Le gouvernement congolais et la Banque mondiale entendent faire de l’urbanisation un levier de croissance économique, de stabilité et de développement territorial, en s’appuyant notamment sur les villes secondaires situées le long des corridors de développement.
Cette orientation a été au cœur des échanges tenus mercredi 28 janvier entre le ministre de l’Urbanisme et Habitat Alexis Gisaro et une délégation de la Banque mondiale conduite par le directeur de ses opérations Albert Zeufack.

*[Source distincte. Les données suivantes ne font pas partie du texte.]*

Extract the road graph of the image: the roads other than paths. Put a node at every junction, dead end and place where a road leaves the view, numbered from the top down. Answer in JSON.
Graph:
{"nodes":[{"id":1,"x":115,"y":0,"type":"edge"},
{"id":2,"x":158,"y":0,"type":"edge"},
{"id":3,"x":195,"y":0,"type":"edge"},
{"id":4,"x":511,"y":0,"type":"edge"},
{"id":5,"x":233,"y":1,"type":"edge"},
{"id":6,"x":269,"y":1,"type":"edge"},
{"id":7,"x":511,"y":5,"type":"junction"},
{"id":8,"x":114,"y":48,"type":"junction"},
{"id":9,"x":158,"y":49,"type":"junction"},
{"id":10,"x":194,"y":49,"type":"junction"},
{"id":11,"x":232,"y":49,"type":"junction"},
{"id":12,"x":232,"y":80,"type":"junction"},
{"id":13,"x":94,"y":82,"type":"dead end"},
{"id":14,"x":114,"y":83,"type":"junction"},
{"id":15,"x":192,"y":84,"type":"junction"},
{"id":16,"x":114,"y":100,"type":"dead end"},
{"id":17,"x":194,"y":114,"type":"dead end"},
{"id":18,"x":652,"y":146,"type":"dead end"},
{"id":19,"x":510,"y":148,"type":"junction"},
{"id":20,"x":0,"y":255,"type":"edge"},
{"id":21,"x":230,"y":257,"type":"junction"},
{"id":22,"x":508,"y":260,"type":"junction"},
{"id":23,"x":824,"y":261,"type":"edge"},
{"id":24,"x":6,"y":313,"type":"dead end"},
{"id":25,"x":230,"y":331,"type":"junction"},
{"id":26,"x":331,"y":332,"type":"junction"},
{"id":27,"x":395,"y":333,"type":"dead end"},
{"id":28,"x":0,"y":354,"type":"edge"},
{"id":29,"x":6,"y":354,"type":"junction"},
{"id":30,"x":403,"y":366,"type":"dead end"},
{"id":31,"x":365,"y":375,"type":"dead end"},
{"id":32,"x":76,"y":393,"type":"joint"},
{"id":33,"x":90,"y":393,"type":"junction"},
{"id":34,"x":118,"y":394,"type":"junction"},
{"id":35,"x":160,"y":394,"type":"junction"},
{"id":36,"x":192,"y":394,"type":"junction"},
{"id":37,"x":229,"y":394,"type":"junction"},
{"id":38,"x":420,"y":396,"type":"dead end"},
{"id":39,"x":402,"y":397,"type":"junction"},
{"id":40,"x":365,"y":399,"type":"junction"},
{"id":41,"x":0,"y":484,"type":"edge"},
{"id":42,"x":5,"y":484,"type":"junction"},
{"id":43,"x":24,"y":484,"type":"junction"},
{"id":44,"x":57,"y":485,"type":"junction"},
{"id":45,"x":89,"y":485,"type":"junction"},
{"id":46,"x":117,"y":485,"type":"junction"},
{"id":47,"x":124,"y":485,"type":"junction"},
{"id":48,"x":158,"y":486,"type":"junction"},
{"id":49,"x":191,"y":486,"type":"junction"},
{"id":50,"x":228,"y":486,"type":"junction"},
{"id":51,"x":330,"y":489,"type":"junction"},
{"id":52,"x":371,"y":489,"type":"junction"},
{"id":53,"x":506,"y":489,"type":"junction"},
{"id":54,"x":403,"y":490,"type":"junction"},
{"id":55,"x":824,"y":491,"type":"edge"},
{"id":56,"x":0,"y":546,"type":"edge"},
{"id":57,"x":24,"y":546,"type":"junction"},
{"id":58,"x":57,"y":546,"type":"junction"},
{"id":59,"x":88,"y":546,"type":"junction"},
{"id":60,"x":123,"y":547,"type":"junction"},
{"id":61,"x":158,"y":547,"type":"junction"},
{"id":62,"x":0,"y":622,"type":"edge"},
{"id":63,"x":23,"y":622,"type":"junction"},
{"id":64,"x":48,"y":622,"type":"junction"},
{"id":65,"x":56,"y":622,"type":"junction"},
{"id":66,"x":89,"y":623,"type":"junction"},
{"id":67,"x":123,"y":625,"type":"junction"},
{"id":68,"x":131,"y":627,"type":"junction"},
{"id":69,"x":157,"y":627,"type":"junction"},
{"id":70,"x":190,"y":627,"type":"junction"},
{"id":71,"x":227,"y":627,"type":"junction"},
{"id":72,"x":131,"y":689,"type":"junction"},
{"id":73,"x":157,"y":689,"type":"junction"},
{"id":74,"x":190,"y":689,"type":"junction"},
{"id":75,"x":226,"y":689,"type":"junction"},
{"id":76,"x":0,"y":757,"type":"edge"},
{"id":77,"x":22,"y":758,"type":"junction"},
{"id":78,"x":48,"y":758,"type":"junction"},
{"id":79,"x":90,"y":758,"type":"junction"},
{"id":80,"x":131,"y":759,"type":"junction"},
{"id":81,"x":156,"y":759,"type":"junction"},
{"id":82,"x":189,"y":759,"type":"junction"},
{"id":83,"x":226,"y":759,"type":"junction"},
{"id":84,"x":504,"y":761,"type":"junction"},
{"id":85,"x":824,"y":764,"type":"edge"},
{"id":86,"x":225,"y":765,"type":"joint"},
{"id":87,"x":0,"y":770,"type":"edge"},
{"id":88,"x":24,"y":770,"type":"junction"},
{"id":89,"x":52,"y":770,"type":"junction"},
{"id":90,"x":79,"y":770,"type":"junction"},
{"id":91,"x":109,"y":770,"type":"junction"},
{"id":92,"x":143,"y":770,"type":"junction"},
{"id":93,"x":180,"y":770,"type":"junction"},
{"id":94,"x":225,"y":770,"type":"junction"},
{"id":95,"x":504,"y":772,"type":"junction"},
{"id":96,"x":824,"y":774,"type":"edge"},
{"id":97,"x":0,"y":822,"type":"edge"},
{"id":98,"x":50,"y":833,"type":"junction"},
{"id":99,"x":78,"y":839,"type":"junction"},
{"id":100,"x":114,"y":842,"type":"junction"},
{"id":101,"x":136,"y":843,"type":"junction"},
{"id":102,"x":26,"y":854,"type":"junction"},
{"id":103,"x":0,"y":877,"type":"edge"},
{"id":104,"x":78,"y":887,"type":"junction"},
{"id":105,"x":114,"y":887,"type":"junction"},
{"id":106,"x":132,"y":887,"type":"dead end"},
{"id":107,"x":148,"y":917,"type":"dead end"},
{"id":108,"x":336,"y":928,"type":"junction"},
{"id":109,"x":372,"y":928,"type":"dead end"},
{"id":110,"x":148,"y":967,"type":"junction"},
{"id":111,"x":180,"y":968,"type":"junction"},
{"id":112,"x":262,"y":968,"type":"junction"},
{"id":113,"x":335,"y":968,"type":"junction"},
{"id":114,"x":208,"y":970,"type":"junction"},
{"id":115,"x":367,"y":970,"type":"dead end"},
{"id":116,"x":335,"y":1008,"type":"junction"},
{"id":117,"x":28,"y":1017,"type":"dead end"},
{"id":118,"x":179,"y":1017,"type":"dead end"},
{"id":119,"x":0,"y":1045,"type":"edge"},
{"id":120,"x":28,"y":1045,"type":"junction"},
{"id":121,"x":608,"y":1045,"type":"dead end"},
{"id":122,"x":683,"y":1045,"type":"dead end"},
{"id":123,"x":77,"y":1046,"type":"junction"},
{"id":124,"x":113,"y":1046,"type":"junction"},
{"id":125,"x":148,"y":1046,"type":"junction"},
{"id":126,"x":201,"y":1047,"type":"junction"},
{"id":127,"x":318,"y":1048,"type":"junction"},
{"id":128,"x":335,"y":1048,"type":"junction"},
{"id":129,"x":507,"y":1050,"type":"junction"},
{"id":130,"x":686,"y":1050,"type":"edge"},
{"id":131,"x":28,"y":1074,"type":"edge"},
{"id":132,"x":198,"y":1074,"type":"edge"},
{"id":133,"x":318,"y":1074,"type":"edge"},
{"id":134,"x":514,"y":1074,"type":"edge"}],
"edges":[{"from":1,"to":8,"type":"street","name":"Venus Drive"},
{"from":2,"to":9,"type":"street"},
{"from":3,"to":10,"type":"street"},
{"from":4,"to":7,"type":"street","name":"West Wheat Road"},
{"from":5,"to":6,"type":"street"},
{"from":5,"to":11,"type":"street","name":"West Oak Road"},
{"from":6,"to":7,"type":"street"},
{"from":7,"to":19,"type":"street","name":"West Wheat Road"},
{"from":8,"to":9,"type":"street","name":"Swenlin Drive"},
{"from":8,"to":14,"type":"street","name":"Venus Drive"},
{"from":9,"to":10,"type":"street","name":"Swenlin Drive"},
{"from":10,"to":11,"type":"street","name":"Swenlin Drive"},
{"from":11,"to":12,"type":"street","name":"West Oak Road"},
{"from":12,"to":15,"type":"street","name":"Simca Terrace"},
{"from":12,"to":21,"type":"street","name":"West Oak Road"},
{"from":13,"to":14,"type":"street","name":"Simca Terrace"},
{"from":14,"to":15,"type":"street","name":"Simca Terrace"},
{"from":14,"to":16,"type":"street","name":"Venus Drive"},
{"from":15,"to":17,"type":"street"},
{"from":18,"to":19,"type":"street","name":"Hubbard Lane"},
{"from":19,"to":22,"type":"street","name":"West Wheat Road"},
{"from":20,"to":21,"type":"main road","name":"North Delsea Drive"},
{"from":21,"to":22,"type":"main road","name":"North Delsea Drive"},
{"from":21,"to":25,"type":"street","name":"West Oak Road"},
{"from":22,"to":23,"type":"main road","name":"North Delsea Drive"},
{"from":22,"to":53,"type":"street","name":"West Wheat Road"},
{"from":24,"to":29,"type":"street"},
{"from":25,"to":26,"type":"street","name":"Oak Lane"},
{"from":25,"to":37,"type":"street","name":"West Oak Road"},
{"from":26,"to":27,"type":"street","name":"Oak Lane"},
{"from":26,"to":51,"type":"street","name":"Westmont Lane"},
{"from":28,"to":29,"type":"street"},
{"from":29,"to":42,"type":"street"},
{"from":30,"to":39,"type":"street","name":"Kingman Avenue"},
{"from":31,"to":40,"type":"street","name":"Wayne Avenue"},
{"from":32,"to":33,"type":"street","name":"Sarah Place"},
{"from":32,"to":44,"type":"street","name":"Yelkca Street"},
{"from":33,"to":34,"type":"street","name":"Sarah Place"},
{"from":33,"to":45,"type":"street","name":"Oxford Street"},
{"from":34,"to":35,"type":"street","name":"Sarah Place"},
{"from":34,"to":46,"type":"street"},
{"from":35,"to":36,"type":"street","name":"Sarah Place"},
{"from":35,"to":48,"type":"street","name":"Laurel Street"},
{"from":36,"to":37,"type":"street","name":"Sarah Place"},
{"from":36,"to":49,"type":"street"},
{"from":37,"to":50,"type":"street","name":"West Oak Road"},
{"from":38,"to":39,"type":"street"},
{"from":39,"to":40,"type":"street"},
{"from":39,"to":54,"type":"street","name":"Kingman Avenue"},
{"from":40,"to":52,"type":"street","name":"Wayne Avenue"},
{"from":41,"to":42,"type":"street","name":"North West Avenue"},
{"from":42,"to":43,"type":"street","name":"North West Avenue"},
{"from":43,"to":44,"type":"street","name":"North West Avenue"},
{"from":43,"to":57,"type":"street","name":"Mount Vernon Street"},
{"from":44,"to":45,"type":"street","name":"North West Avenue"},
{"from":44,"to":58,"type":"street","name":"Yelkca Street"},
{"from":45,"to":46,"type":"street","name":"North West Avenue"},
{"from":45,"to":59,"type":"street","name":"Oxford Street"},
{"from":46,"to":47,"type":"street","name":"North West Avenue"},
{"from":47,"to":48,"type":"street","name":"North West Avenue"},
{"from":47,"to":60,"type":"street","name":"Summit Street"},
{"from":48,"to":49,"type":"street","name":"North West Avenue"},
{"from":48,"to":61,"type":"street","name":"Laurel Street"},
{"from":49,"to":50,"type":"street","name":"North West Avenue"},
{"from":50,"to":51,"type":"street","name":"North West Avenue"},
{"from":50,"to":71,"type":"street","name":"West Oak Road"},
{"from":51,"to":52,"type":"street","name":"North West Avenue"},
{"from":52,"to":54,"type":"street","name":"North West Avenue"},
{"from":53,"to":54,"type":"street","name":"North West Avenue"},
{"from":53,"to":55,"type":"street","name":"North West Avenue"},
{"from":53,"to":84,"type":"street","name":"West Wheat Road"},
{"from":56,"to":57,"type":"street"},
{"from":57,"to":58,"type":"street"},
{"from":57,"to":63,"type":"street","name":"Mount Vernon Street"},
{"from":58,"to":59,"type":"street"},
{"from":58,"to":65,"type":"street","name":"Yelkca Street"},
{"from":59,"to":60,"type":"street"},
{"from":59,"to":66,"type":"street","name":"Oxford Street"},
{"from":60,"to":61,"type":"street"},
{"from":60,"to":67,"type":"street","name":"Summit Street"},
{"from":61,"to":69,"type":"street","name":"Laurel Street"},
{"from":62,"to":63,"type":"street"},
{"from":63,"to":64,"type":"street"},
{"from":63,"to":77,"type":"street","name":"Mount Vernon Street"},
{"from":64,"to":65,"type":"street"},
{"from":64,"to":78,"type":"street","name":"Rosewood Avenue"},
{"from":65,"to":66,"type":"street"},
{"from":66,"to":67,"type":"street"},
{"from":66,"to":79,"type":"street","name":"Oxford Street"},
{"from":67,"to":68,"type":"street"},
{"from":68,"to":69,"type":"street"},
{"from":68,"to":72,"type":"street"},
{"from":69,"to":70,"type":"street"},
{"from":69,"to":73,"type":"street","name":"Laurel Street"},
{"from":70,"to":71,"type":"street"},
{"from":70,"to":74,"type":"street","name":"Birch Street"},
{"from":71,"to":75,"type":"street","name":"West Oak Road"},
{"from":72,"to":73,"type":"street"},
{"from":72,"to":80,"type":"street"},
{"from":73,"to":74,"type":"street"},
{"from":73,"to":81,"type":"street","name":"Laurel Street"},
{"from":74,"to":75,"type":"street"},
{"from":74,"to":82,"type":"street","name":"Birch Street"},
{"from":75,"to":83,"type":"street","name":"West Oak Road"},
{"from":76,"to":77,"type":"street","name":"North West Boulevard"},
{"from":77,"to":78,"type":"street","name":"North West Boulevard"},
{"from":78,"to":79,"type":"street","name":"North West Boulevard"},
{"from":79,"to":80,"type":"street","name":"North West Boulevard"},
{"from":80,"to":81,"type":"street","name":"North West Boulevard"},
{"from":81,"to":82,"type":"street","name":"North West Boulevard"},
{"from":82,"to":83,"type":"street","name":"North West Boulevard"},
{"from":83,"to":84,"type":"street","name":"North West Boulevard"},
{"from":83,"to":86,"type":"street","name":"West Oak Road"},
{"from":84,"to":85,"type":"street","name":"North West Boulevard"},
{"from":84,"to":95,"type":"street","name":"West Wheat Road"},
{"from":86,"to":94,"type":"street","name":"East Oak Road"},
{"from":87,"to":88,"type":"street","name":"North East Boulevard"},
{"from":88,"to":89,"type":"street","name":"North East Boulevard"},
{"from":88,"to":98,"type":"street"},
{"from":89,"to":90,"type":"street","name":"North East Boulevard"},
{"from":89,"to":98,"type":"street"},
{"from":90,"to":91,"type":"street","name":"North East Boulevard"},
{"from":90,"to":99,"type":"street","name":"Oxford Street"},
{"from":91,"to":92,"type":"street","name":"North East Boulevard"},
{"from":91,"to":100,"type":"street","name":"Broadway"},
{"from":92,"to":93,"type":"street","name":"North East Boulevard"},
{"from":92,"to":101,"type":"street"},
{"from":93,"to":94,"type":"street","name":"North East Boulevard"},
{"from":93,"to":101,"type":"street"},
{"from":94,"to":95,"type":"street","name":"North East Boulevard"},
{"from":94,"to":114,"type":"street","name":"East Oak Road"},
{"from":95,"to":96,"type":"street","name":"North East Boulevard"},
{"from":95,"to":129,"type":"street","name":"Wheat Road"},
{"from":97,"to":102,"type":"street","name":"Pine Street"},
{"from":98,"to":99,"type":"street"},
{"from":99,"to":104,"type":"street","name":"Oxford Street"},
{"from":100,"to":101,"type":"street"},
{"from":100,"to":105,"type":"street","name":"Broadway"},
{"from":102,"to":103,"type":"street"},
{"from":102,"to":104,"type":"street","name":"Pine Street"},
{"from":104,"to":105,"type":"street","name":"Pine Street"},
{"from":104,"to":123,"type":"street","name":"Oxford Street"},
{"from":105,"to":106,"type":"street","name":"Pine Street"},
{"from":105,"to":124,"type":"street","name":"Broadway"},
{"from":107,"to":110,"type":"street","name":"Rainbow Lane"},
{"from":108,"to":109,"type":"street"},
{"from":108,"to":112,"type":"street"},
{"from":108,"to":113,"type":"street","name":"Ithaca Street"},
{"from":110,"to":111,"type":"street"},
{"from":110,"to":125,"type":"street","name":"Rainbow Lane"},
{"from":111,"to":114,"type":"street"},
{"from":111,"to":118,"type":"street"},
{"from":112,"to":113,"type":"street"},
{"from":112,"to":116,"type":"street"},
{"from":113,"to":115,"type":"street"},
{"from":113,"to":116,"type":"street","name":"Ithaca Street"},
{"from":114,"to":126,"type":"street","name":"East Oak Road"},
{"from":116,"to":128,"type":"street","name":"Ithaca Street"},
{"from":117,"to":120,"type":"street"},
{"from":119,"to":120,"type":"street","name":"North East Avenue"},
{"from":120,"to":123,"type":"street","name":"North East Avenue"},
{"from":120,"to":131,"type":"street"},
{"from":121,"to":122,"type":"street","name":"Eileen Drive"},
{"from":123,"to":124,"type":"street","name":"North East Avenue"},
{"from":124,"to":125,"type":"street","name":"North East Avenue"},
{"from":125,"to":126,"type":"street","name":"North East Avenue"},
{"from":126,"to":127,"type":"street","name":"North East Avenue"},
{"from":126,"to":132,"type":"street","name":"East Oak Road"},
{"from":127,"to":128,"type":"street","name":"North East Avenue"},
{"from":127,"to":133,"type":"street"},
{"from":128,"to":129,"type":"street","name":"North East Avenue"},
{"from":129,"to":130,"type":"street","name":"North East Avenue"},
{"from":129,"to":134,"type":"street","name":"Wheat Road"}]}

Les discussions ont porté sur « les villes secondaires autour du programme des corridors de développement, considérées comme des leviers stratégiques de croissance économique et de stabilité en République démocratique du Congo ». Les deux parties ont souligné le rôle stratégique du ministère de l’Urbanisme dans la mise en œuvre des programmes soutenus par la Banque mondiale, en particulier le long des corridors d’Inga, de Lobito et du Centre-Est. Ces axes sont identifiés comme des pôles structurants pour l’équilibre territorial, l’intégration économique et le développement local.
Pour Albert Zeufack, directeur des opérations de la Banque mondiale, les villes secondaires appelées à se développer autour de ces corridors doivent jouer un rôle central, notamment à travers leur contribution à la croissance économique et à la consolidation de la stabilité. De son côté, le ministre, Alexis Gisaro, a réaffirmé l’engagement de son ministère en faveur du programme des corridors de développement, rappelant que ces axes figurent de longue date parmi les priorités stratégiques du gouvernement congolais.
S’agissant de Kinshasa, les échanges ont également mis en avant la coopération avec la Banque mondiale en matière de planification urbaine, notamment face aux défis liés aux inondations, au changement climatique et à la gestion des déchets.
« À travers ce partenariat, le gouvernement congolais et la Banque mondiale entendent faire de l’urbanisation congolaise un levier de transformation durable, au service du développement, de la stabilité et du bien-être des populations », a précisé la source.
In fine, les discussions ont porté sur l’état d’avancement du projet PURUK à Kananga. La reprise de ce programme a été saluée par les deux parties, en raison de son impact attendu sur la stabilisation des têtes d’érosion, un enjeu majeur pour de nombreux centres urbains du pays.